-------- TASK INPUTS

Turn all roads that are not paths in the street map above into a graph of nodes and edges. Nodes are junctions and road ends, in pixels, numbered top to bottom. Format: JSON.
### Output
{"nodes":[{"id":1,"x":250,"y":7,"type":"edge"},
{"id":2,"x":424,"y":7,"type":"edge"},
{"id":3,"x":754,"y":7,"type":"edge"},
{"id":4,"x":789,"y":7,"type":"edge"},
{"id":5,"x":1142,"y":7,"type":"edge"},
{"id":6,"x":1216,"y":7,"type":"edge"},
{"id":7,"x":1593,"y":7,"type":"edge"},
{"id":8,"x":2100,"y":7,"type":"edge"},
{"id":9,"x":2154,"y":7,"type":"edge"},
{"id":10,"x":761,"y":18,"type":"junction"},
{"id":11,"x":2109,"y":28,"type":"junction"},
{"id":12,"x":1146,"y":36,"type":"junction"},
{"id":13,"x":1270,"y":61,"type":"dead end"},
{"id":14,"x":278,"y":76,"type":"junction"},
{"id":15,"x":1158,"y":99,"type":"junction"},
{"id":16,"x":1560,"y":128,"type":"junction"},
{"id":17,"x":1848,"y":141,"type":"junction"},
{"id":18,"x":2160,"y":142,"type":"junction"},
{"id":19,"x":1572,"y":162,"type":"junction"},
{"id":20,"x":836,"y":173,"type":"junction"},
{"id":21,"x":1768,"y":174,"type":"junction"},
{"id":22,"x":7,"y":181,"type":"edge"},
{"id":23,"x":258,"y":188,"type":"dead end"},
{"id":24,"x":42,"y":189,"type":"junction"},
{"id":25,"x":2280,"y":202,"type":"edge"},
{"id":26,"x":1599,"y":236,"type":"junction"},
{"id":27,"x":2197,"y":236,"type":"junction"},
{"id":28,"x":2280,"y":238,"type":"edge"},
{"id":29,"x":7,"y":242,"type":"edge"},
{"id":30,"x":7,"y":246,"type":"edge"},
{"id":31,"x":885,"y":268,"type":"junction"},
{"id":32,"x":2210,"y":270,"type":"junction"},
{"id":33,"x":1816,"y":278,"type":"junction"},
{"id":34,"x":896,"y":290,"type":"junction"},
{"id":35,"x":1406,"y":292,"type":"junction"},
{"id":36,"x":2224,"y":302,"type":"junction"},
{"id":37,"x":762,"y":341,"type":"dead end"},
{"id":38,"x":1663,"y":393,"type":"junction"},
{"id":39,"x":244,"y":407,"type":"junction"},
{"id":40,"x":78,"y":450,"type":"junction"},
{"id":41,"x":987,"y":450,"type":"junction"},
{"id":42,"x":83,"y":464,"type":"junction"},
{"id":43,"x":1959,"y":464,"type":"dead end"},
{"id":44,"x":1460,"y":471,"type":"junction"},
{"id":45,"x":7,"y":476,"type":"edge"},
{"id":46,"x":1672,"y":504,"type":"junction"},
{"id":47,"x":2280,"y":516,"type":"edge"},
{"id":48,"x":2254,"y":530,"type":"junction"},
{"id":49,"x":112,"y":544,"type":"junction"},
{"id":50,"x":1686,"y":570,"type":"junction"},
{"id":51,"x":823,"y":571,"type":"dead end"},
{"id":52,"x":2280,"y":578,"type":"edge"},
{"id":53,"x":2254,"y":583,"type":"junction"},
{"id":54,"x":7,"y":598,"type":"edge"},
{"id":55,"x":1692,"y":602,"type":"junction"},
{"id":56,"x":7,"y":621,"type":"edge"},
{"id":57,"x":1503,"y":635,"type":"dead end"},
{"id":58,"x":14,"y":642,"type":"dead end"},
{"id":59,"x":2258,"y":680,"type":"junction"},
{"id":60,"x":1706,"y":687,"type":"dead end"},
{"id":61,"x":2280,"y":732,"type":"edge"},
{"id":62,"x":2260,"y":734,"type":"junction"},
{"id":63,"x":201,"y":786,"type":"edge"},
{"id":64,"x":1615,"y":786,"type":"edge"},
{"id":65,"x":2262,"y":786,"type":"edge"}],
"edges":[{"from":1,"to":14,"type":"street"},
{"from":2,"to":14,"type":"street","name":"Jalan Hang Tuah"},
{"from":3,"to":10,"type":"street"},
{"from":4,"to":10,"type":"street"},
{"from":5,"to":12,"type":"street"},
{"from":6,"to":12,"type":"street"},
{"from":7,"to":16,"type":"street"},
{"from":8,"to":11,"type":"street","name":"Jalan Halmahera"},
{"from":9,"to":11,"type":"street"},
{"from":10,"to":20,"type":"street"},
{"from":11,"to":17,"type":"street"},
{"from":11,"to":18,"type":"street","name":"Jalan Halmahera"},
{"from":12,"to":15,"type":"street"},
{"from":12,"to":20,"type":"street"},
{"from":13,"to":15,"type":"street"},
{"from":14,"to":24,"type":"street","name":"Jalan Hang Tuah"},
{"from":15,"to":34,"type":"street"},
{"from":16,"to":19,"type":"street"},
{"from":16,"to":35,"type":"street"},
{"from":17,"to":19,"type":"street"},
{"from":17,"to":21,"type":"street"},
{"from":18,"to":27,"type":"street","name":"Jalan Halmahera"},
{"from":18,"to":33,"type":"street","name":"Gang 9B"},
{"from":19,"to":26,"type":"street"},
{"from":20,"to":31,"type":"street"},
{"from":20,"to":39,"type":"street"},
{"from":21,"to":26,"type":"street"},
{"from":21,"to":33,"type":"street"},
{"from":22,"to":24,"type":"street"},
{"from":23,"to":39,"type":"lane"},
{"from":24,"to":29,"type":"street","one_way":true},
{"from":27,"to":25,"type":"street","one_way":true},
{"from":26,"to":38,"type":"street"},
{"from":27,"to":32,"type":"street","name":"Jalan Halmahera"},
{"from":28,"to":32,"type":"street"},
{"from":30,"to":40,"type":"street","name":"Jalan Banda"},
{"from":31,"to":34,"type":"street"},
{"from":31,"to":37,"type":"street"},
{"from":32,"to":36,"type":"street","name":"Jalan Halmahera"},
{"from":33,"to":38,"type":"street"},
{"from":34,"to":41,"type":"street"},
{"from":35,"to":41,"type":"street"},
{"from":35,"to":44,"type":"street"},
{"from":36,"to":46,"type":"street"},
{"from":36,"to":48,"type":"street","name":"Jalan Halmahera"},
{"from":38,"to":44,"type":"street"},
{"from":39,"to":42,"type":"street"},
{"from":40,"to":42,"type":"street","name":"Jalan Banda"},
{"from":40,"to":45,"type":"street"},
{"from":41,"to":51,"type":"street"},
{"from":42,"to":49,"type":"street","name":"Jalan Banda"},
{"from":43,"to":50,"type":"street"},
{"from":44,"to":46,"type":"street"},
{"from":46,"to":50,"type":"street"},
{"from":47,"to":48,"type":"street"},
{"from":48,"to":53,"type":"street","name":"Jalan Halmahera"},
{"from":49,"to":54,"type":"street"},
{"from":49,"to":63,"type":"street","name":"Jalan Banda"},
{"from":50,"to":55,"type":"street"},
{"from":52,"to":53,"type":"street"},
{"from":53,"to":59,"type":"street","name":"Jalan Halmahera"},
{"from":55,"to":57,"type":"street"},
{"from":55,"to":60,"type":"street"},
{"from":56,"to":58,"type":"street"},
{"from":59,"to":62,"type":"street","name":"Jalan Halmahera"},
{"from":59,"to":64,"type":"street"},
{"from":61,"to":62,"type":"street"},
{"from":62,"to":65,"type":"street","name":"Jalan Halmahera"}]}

----------------

Which lines hold the string "Halmahera"? Copy all of them from the data above.

SOLUTION TO THIS TASK ::
{"from":8,"to":11,"type":"street","name":"Jalan Halmahera"},
{"from":11,"to":18,"type":"street","name":"Jalan Halmahera"},
{"from":18,"to":27,"type":"street","name":"Jalan Halmahera"},
{"from":27,"to":32,"type":"street","name":"Jalan Halmahera"},
{"from":32,"to":36,"type":"street","name":"Jalan Halmahera"},
{"from":36,"to":48,"type":"street","name":"Jalan Halmahera"},
{"from":48,"to":53,"type":"street","name":"Jalan Halmahera"},
{"from":53,"to":59,"type":"street","name":"Jalan Halmahera"},
{"from":59,"to":62,"type":"street","name":"Jalan Halmahera"},
{"from":62,"to":65,"type":"street","name":"Jalan Halmahera"}]}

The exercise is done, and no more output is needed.